BruceP wrote:
Really liked the blue t-shirt and sunglasses guy. Grey t-shirt guy showed some very good stuff as well. Matt wouldn't even need six months to be ring-ready if he trained in the right fighty school.
Are you talking about Eli there? With the regular glasses?
He's strong and has a lot of heart. Works a bit too hard for my taste lol. Him and his friend who does Xingyi have been coming down from Baltimore to every retreat as long as I've been going.
Just so we're clear though, that's who you're talking about and that's who you are impressed by there?
Alex in the grey shirt is a first timer, not sure where he's from but from what I could gather he's a nationally recognized competitor.
Why would anybody want to be "ring ready"? I can't think of a dumber use of training time.
Push-hands proper is really limited within the scope of what is being developed and tested. But it starts with the very basic of basics before it can be anything having to do with tactics and clever hand/arm tricks.
Definitely, it takes a lot of prior work to get anything useful from the practice.
How hard is it to stand up straight and suspend the head? Sink the elbows and press the knees up the sides of the torso?
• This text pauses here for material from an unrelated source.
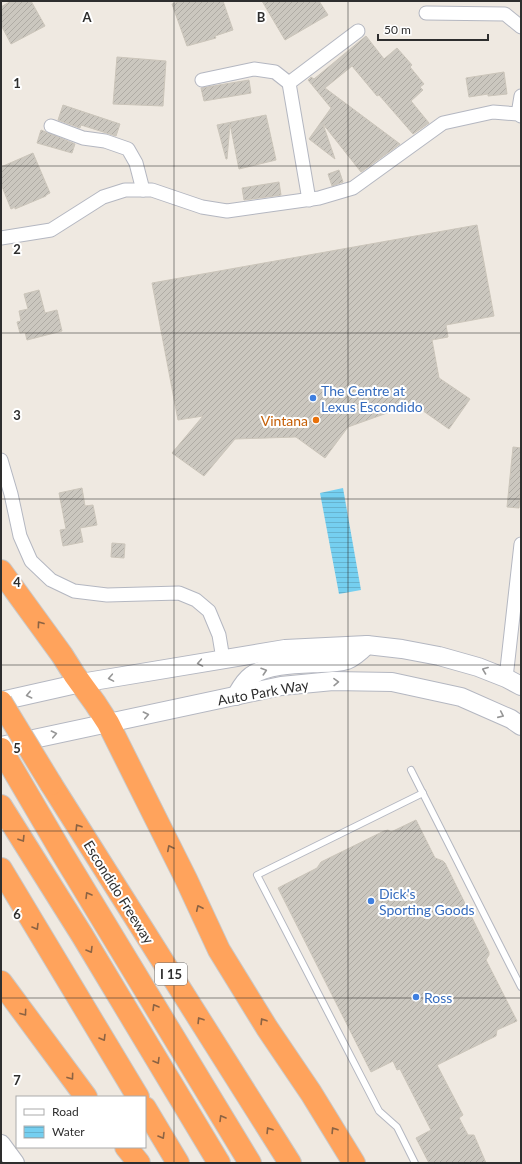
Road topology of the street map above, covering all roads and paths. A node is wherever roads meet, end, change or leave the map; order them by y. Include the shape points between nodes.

Dunno, what's the scale of measurement?
Never going to put the center into the body without training and testing those things first.
Why not put the center outside the body? The center of what? Your mass, your opponent? The system of both contending together? Which part are you trying to get control over? That's the real question.
Why just start leaning as soon as the pressure enters the range of the forearms?
Not sure what you mean, maybe a video to demonstrate your ideas?
How can there be a center when the interaction is put at arm's length?
The interaction is happening from the feet past the fingertips into the opponent's body, not at the point of contact. The point of contact is just the join. If there is a join, there is a common center, that may or may not coincide with the physical space occupied by either of the bodies.
Gotta go out there and get your ass kicked many times before trying to win or even push someone else out. Doesn't matter what level of pressure one is engaging in developing and testing tjq, be it push-hands or full-contact sport where the other person is genuinely trying to wreck you- it boils down to EITHER, OR.
Abandon ship or go down with the ship. The former teaches nothing but validation of a misguided sense of progress, whereas the latter...well. Or,...just ignore that basic truth and continue arguing with people here who have been there and done that until you've cultivated a nice comfy sense of victimhood.
Yes, go out, explore the edge of your comfort zone, expose yourself to failure. Invest in loss when winning isn't worth anything. Worry about doing it correctly versus winning a drill. I don't know who you're trying to lecture about victimhood. Who has been claiming to have been hacked and had data stolen as if anyone cared and who is just responding to the constant stream of negative comments with no constructive feedback?
I dunno, man, I'm not collecting dossiers on anybody, just responding to how they chose to approach me, as always.
Most people here have no clue about the fundamental dynamics of Taijiquan, prove me wrong. They're hung up on choreography and imitating exercises and can't see what's actually occurring in an exchange or understand what any of it has to do with the classics.